▸ REQUIRED WORK
Work through the records below and copy every line that includes "dead".

*** Opening RECORD EXTRACTS ***

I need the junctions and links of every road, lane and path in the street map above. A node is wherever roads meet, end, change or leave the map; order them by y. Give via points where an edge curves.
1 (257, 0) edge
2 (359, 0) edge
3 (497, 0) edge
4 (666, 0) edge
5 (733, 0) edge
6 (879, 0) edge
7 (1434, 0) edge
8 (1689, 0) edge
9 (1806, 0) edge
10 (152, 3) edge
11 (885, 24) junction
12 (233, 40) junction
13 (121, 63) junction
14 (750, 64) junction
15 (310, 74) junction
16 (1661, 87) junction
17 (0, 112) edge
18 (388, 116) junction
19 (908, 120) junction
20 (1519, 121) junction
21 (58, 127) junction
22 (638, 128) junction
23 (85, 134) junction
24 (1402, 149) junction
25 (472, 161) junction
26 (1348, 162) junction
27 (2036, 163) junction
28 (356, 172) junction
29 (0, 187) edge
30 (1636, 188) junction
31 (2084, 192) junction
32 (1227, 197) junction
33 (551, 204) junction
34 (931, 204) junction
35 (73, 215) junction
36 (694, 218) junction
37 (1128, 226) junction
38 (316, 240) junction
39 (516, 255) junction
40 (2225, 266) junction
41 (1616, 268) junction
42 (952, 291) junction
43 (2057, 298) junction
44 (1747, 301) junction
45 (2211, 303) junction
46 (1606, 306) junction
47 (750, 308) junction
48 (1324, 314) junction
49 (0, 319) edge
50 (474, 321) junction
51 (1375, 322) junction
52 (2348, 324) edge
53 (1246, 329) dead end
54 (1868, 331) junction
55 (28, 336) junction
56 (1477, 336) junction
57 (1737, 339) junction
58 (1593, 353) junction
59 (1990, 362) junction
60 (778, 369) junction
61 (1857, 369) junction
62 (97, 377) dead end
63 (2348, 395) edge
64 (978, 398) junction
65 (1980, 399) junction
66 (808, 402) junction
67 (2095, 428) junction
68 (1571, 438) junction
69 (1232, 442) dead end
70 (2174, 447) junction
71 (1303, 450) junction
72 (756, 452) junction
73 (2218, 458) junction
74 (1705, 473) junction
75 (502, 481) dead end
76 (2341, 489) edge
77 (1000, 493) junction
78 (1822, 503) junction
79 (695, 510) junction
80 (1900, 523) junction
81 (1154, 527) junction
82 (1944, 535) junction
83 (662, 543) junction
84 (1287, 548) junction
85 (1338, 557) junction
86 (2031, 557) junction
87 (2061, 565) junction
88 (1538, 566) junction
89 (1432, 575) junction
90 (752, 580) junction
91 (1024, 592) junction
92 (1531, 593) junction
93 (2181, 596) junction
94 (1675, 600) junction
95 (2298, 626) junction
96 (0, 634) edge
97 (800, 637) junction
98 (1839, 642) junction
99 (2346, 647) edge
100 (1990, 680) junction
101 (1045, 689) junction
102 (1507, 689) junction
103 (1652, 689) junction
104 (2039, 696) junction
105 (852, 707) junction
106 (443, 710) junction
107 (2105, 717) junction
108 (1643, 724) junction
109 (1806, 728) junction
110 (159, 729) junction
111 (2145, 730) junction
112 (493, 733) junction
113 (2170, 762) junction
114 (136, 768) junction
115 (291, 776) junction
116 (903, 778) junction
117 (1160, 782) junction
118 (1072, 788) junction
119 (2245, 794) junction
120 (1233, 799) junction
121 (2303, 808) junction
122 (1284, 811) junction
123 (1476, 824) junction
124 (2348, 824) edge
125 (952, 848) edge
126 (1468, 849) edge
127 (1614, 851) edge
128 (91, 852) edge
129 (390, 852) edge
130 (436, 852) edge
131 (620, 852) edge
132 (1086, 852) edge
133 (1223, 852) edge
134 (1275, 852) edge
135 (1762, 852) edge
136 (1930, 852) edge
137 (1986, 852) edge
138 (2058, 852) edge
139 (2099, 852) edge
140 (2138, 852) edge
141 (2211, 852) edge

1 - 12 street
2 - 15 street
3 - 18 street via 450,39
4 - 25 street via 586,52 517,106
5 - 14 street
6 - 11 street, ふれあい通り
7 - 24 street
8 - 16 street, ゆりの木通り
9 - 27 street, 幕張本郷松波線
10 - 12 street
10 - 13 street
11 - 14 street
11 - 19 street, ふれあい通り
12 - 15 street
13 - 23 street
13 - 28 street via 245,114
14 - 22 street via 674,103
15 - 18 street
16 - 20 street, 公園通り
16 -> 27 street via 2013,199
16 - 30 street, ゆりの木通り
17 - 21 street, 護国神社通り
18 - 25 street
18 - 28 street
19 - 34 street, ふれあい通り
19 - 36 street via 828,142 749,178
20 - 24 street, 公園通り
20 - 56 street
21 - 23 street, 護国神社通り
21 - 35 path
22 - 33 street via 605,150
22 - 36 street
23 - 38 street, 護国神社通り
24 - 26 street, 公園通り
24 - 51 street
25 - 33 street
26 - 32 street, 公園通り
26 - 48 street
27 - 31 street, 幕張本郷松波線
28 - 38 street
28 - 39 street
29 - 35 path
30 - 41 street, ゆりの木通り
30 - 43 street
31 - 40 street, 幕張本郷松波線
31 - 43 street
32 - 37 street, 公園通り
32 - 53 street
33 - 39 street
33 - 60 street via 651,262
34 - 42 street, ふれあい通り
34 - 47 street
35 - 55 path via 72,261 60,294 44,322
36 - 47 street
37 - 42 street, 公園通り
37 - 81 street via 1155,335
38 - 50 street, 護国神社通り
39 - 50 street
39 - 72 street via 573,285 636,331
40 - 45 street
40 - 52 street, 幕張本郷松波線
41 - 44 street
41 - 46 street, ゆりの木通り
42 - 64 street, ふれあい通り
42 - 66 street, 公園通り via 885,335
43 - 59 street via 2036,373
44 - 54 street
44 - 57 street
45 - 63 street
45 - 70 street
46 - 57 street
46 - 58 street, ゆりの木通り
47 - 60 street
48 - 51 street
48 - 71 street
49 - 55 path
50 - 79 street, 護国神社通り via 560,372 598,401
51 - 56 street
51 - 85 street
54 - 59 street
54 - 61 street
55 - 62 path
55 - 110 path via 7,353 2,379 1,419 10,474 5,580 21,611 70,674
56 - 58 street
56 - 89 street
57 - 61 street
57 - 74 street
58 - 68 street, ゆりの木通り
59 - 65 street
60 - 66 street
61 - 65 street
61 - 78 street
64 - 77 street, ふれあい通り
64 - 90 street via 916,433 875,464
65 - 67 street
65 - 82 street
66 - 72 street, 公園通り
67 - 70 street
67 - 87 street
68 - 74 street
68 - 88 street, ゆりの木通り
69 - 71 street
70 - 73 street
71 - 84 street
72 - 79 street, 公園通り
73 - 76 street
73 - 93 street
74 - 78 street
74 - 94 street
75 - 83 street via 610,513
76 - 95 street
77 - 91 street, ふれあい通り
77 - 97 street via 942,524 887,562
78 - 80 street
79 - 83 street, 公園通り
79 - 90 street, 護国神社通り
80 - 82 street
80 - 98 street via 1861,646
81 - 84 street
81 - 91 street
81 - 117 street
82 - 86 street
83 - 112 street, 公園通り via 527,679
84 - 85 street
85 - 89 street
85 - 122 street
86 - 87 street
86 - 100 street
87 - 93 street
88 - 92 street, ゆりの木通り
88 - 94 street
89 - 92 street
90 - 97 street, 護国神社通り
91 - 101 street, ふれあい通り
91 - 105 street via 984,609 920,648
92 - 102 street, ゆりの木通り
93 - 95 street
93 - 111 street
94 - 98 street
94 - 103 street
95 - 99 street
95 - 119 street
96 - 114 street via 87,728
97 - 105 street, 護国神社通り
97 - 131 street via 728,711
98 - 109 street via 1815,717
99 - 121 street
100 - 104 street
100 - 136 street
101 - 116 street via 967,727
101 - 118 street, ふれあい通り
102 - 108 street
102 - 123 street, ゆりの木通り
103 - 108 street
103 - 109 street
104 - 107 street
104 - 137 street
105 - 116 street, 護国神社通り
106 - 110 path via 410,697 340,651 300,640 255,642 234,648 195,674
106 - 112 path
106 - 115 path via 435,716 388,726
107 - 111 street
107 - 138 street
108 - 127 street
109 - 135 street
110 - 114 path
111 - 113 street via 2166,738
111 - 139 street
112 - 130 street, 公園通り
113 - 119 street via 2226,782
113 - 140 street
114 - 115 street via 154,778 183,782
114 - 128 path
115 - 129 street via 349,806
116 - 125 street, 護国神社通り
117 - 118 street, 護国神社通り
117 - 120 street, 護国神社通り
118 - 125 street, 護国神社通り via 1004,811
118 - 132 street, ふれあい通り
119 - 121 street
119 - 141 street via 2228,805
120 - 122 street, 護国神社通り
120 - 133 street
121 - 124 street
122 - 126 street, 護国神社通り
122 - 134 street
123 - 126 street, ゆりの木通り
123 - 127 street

*** Closing RECORD EXTRACTS ***

▸ SOLUTION FOR THIS PROBLEM
53 (1246, 329) dead end
62 (97, 377) dead end
69 (1232, 442) dead end
75 (502, 481) dead end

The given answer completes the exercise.